At some point perhaps, we can be swayed, along with the auto industry, to conjure up any vision, no matter how absurd. To wit, you can place you and your imaginary new car into a scene from "An Inconvenient Truth" without a trace of remorse or irony. A recent magazine ad did this very thing, featuring an Aston Martin Roadster parked in front of a glacier, similar to Grey Glacier and Lago Grey, bits of ice floating by the car. (You can see the ad in this PDF. )

Of course the Aston Martins is the classic luxury car-- sporty, fast, and expensive; you would need to pay to realize this dream. The flagship "Vanquish" model lists for $255,000. It gets about 11mpg in the city and 17mpg in the country, but notably has outstanding horsepower and reaches speeds of 165 to 225 hundred miles per hour. All the better to blow by glaciers with. Naturally, for that price you have your choice of leather seat color, from among hundreds of nature's finest shades, including Falcon Grey, Kestrel Tan, Quail Grey, Red Fox, Sandstorm, Shark Blue, Bison Brown. I think their "Arctic Blue" succinctly complements the glacier theme. By immersing yourself in such dissonance, carbon credits would be a distant afterthought.
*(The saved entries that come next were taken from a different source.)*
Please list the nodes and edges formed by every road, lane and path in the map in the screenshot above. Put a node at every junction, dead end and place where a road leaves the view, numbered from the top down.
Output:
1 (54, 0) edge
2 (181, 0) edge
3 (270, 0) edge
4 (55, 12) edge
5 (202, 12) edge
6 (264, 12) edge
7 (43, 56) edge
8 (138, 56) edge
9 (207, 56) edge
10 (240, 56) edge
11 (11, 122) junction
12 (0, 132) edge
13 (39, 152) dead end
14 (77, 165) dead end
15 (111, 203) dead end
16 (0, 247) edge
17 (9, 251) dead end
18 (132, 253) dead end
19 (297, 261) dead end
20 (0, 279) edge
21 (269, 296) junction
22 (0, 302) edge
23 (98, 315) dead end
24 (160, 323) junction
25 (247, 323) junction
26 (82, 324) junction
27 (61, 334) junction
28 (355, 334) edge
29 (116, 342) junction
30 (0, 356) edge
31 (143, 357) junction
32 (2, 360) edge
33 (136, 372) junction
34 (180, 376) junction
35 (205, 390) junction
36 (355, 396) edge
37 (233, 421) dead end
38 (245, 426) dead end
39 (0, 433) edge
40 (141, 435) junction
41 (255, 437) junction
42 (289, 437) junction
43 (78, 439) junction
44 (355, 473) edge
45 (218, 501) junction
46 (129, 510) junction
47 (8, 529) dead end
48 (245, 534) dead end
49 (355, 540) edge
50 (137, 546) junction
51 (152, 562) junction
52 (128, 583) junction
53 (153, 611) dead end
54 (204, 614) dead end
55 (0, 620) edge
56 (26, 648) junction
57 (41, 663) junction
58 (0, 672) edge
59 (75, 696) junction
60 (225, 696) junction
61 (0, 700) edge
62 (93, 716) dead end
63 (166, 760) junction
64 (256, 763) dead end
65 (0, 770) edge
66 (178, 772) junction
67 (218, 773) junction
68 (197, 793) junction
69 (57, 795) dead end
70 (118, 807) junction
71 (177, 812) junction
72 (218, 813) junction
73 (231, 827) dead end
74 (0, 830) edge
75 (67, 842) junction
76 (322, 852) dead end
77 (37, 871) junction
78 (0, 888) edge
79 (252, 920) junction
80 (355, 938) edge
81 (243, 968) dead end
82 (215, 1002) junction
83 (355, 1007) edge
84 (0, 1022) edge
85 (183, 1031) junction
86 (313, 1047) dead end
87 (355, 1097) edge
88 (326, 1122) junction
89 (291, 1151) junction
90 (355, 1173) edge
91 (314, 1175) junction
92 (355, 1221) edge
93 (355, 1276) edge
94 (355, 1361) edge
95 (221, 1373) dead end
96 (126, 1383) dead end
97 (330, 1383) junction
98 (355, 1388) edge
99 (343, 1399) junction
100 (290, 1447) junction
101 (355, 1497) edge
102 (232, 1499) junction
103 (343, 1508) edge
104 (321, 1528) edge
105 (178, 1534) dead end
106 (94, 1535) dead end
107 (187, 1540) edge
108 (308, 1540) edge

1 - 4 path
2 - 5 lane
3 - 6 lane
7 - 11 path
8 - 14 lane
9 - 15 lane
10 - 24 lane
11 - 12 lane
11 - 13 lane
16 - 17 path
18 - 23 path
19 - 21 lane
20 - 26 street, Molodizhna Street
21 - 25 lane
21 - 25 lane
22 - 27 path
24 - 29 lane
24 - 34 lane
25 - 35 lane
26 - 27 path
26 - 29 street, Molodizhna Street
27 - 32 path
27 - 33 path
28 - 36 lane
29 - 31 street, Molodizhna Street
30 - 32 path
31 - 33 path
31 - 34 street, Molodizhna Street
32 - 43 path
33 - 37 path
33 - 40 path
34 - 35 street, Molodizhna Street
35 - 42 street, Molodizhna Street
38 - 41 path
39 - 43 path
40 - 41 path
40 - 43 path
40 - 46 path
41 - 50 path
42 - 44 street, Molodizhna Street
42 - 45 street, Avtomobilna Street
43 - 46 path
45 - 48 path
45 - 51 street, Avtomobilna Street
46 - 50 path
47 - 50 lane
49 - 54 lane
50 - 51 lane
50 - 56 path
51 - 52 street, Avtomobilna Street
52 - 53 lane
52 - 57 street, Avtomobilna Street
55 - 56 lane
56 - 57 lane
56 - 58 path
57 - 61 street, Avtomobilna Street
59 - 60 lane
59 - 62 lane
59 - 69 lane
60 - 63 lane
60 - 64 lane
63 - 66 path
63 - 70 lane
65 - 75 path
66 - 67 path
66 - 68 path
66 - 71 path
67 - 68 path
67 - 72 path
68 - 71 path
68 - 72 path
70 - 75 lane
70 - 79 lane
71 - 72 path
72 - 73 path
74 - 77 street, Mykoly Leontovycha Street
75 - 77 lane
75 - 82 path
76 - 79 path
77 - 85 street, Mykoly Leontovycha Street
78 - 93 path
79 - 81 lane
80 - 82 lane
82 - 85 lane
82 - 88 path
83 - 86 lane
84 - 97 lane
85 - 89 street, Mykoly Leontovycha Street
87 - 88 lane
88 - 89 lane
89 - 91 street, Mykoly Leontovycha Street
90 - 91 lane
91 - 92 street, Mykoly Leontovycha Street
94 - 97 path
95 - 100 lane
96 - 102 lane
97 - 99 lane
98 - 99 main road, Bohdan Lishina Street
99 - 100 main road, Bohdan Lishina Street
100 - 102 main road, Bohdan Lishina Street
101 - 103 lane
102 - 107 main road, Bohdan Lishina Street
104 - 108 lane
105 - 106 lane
We know better than to think that the Vanquish is melting earth's glaciers, and to be honest, given the chance by some benevolent spendthrift, we'd probably be all too happy to take the Roadster for a spin. But while emissions soar, fuel economy standards remain the same, decade after decade. The auto industries fights tooth and nail for the right pollute, and we the people of habit collude with polluters by resisting change. The automobile industry, like an aging Faulknerian belle, forever insists on miring us in their beloved automobile myths. But there must be some breaking point. The further they attempt to pull us into the wilderness, the greater our cognitive dissonance. Then at some point we'll collectively snap and insist on change, insist on a new reality for transportation.

1 Comment

I don't know if I'm in the minority - but I can't believe the car makers cannot sell many more fuel efficient, smaller cars. The papers make it sound like everyone wants big V8 trucks -- these just aren't people I know.

I liked your ending thought - that at some point the consumer tide of demand will turn and people will insist on a new paradigm for what we want in our transportation. There will be big winners among the auto manufacturers who can deliver the cool, sporty 100+mpg cars we all want... And, I'll reckon, some big losers among those who can't.